** Opening EXTRACTED MATERIAL block **

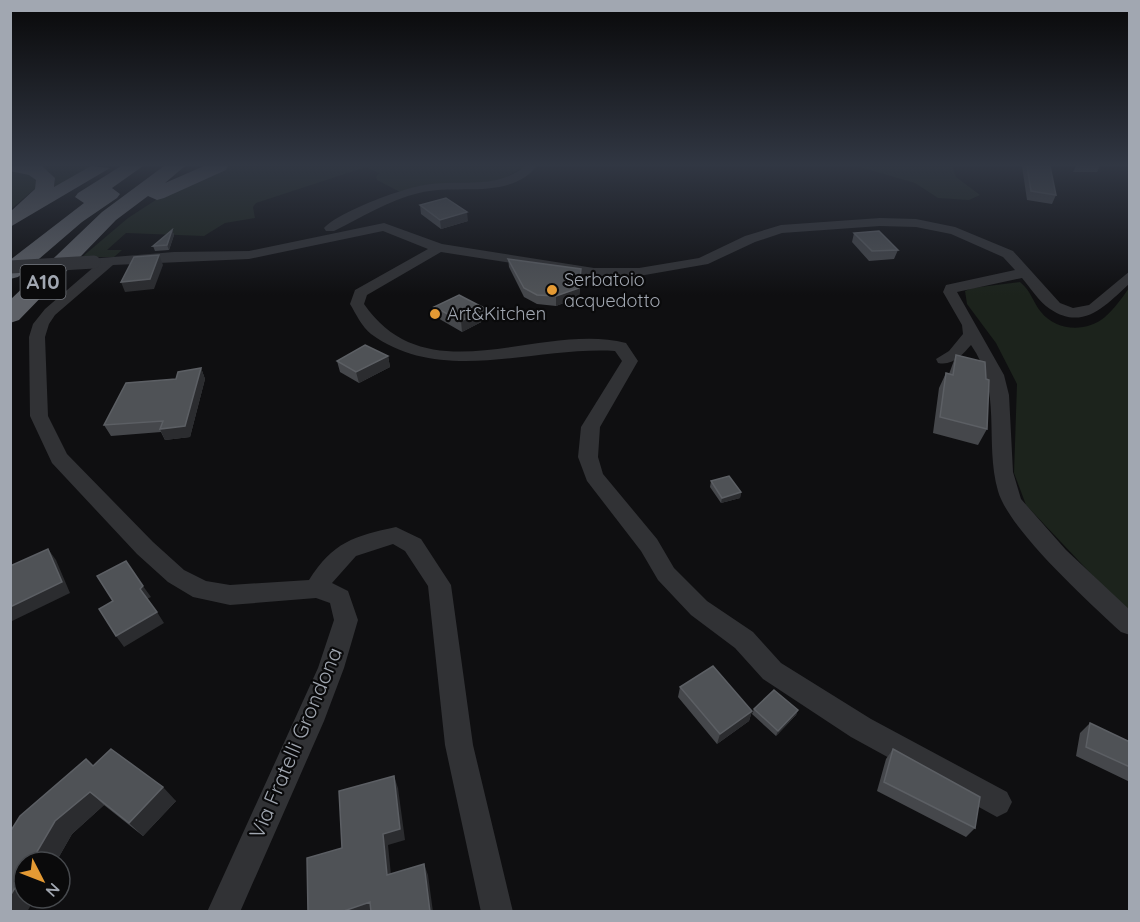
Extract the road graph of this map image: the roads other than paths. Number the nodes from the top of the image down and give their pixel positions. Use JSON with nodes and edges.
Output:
{"nodes":[{"id":1,"x":23,"y":209,"type":"edge"},
{"id":2,"x":29,"y":209,"type":"edge"},
{"id":3,"x":66,"y":209,"type":"edge"},
{"id":4,"x":88,"y":209,"type":"edge"},
{"id":5,"x":118,"y":209,"type":"edge"},
{"id":6,"x":133,"y":209,"type":"edge"},
{"id":7,"x":369,"y":209,"type":"edge"},
{"id":8,"x":10,"y":220,"type":"edge"},
{"id":9,"x":306,"y":245,"type":"junction"},
{"id":10,"x":439,"y":248,"type":"junction"},
{"id":11,"x":10,"y":253,"type":"edge"},
{"id":12,"x":93,"y":258,"type":"junction"},
{"id":13,"x":10,"y":267,"type":"edge"},
{"id":14,"x":1024,"y":269,"type":"junction"},
{"id":15,"x":10,"y":272,"type":"edge"},
{"id":16,"x":1130,"y":275,"type":"edge"},
{"id":17,"x":10,"y":315,"type":"edge"},
{"id":18,"x":971,"y":334,"type":"junction"},
{"id":19,"x":945,"y":359,"type":"dead end"},
{"id":20,"x":316,"y":589,"type":"junction"},
{"id":21,"x":1130,"y":625,"type":"edge"},
{"id":22,"x":998,"y":802,"type":"dead end"},
{"id":23,"x":223,"y":912,"type":"edge"},
{"id":24,"x":497,"y":912,"type":"edge"}],
"edges":[{"from":1,"to":8,"type":"highway"},
{"from":2,"to":8,"type":"highway"},
{"from":3,"to":11,"type":"highway","number":"A10"},
{"from":4,"to":15,"type":"highway","number":"A10"},
{"from":5,"to":12,"type":"highway","number":"A10"},
{"from":6,"to":12,"type":"highway"},
{"from":7,"to":9,"type":"street"},
{"from":9,"to":10,"type":"street"},
{"from":9,"to":12,"type":"street"},
{"from":10,"to":14,"type":"street"},
{"from":10,"to":22,"type":"street"},
{"from":12,"to":13,"type":"street","bridge":true},
{"from":12,"to":17,"type":"highway","number":"A10"},
{"from":12,"to":20,"type":"street"},
{"from":14,"to":16,"type":"street"},
{"from":14,"to":18,"type":"street"},
{"from":18,"to":19,"type":"street"},
{"from":18,"to":21,"type":"street"},
{"from":20,"to":23,"type":"street","name":"Via Fratelli Grondona"},
{"from":20,"to":24,"type":"street"}]}
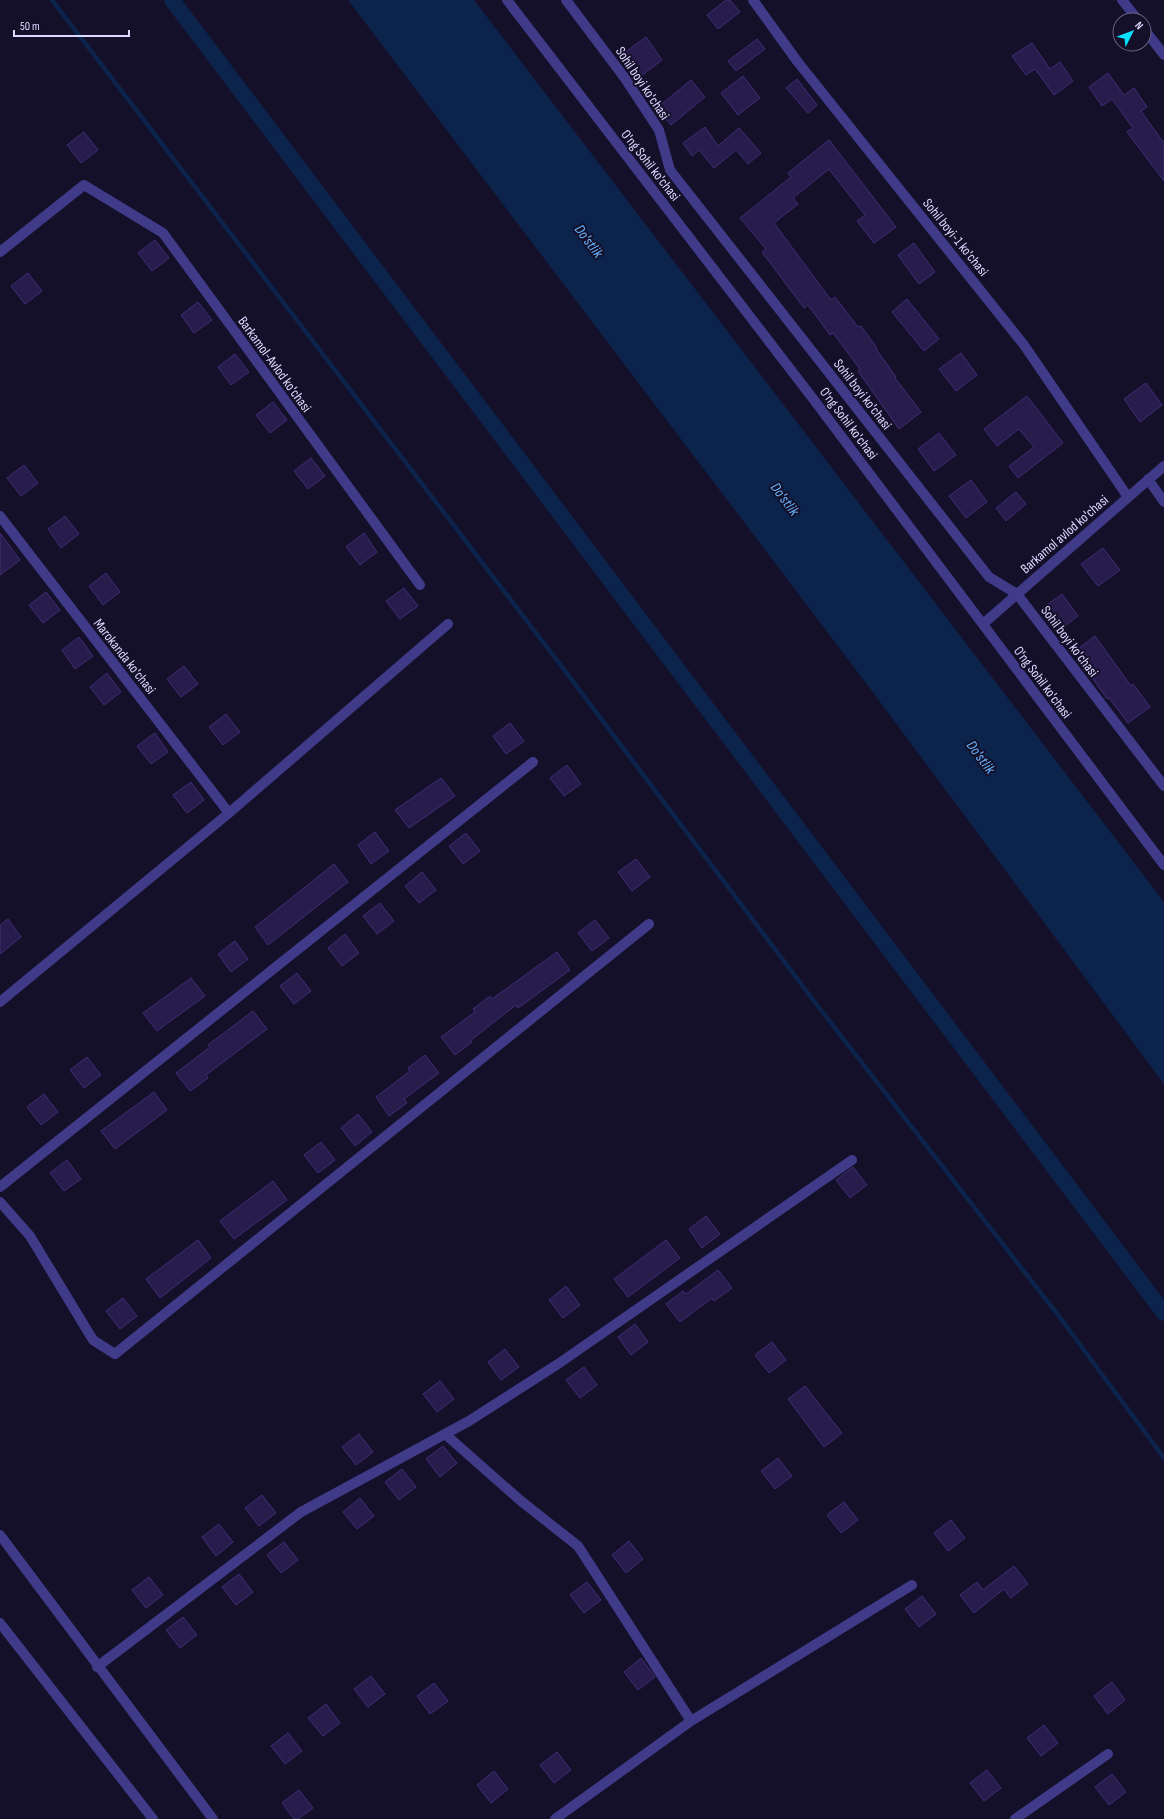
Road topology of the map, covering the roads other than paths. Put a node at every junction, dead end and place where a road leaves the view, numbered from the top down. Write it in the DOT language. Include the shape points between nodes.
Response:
graph roads {
  1 [pos="507,0"];
  2 [pos="566,0"];
  3 [pos="753,0"];
  4 [pos="1122,0"];
  5 [pos="1132,12"];
  6 [pos="1152,39"];
  7 [pos="1164,55"];
  8 [pos="0,252"];
  9 [pos="1164,466"];
  10 [pos="1148,479"];
  11 [pos="1128,497"];
  12 [pos="1164,502"];
  13 [pos="0,516"];
  14 [pos="420,585"];
  15 [pos="1017,594"];
  16 [pos="448,624"];
  17 [pos="983,624"];
  18 [pos="533,762"];
  19 [pos="1164,786"];
  20 [pos="229,813"];
  21 [pos="1164,866"];
  22 [pos="649,924"];
  23 [pos="0,1001"];
  24 [pos="852,1160"];
  25 [pos="0,1187"];
  26 [pos="0,1202"];
  27 [pos="445,1434"];
  28 [pos="0,1535"];
  29 [pos="912,1585"];
  30 [pos="0,1623"];
  31 [pos="98,1667"];
  32 [pos="691,1721"];
  33 [pos="1108,1754"];
  34 [pos="153,1819"];
  35 [pos="213,1819"];
  36 [pos="555,1819"];
  37 [pos="1016,1819"];
  1 -- 17 [label="street, O'ng Sohil ko'chasi"];
  2 -- 15 [label="street, Sohil boyi ko'chasi" via="624,77 659,130 670,170 989,577"];
  3 -- 11 [label="street, Sohil boyi-1 ko'chasi" via="797,61 1024,345"];
  4 -- 5 [label="street"];
  6 -- 7 [label="street"];
  8 -- 14 [label="street, Barkamol-Avlod ko'chasi" via="84,185 163,233"];
  9 -- 10 [label="street, Barkamol avlod ko'chasi"];
  10 -- 11 [label="street, Barkamol avlod ko'chasi"];
  10 -- 12 [label="street"];
  11 -- 15 [label="street, Barkamol avlod ko'chasi"];
  13 -- 20 [label="street, Marokanda ko'chasi"];
  15 -- 17 [label="street, Barkamol avlod ko'chasi"];
  15 -- 19 [label="street, Sohil boyi ko'chasi"];
  16 -- 20 [label="street"];
  17 -- 21 [label="street, O'ng Sohil ko'chasi"];
  18 -- 25 [label="street"];
  20 -- 23 [label="street"];
  22 -- 26 [label="street" via="115,1354 93,1340 30,1236"];
  24 -- 27 [label="street" via="558,1364"];
  27 -- 31 [label="street" via="301,1512"];
  27 -- 32 [label="street" via="578,1546"];
  28 -- 31 [label="street"];
  29 -- 32 [label="street"];
  30 -- 34 [label="street"];
  31 -- 35 [label="street"];
  32 -- 36 [label="street"];
  33 -- 37 [label="street"];
}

** Closing EXTRACTED MATERIAL block **

### PROBLEM TO WORK ON
Provide the lines again, unchanged, from where the data above begins through the line containing "Road topology of", both ends included, omitting pictures and adding nothing.

### COMPLETED EXERCISE
Extract the road graph of this map image: the roads other than paths. Number the nodes from the top of the image down and give their pixel positions. Use JSON with nodes and edges.
Output:
{"nodes":[{"id":1,"x":23,"y":209,"type":"edge"},
{"id":2,"x":29,"y":209,"type":"edge"},
{"id":3,"x":66,"y":209,"type":"edge"},
{"id":4,"x":88,"y":209,"type":"edge"},
{"id":5,"x":118,"y":209,"type":"edge"},
{"id":6,"x":133,"y":209,"type":"edge"},
{"id":7,"x":369,"y":209,"type":"edge"},
{"id":8,"x":10,"y":220,"type":"edge"},
{"id":9,"x":306,"y":245,"type":"junction"},
{"id":10,"x":439,"y":248,"type":"junction"},
{"id":11,"x":10,"y":253,"type":"edge"},
{"id":12,"x":93,"y":258,"type":"junction"},
{"id":13,"x":10,"y":267,"type":"edge"},
{"id":14,"x":1024,"y":269,"type":"junction"},
{"id":15,"x":10,"y":272,"type":"edge"},
{"id":16,"x":1130,"y":275,"type":"edge"},
{"id":17,"x":10,"y":315,"type":"edge"},
{"id":18,"x":971,"y":334,"type":"junction"},
{"id":19,"x":945,"y":359,"type":"dead end"},
{"id":20,"x":316,"y":589,"type":"junction"},
{"id":21,"x":1130,"y":625,"type":"edge"},
{"id":22,"x":998,"y":802,"type":"dead end"},
{"id":23,"x":223,"y":912,"type":"edge"},
{"id":24,"x":497,"y":912,"type":"edge"}],
"edges":[{"from":1,"to":8,"type":"highway"},
{"from":2,"to":8,"type":"highway"},
{"from":3,"to":11,"type":"highway","number":"A10"},
{"from":4,"to":15,"type":"highway","number":"A10"},
{"from":5,"to":12,"type":"highway","number":"A10"},
{"from":6,"to":12,"type":"highway"},
{"from":7,"to":9,"type":"street"},
{"from":9,"to":10,"type":"street"},
{"from":9,"to":12,"type":"street"},
{"from":10,"to":14,"type":"street"},
{"from":10,"to":22,"type":"street"},
{"from":12,"to":13,"type":"street","bridge":true},
{"from":12,"to":17,"type":"highway","number":"A10"},
{"from":12,"to":20,"type":"street"},
{"from":14,"to":16,"type":"street"},
{"from":14,"to":18,"type":"street"},
{"from":18,"to":19,"type":"street"},
{"from":18,"to":21,"type":"street"},
{"from":20,"to":23,"type":"street","name":"Via Fratelli Grondona"},
{"from":20,"to":24,"type":"street"}]}
Road topology of the map, covering the roads other than paths. Put a node at every junction, dead end and place where a road leaves the view, numbered from the top down. Write it in the DOT language. Include the shape points between nodes.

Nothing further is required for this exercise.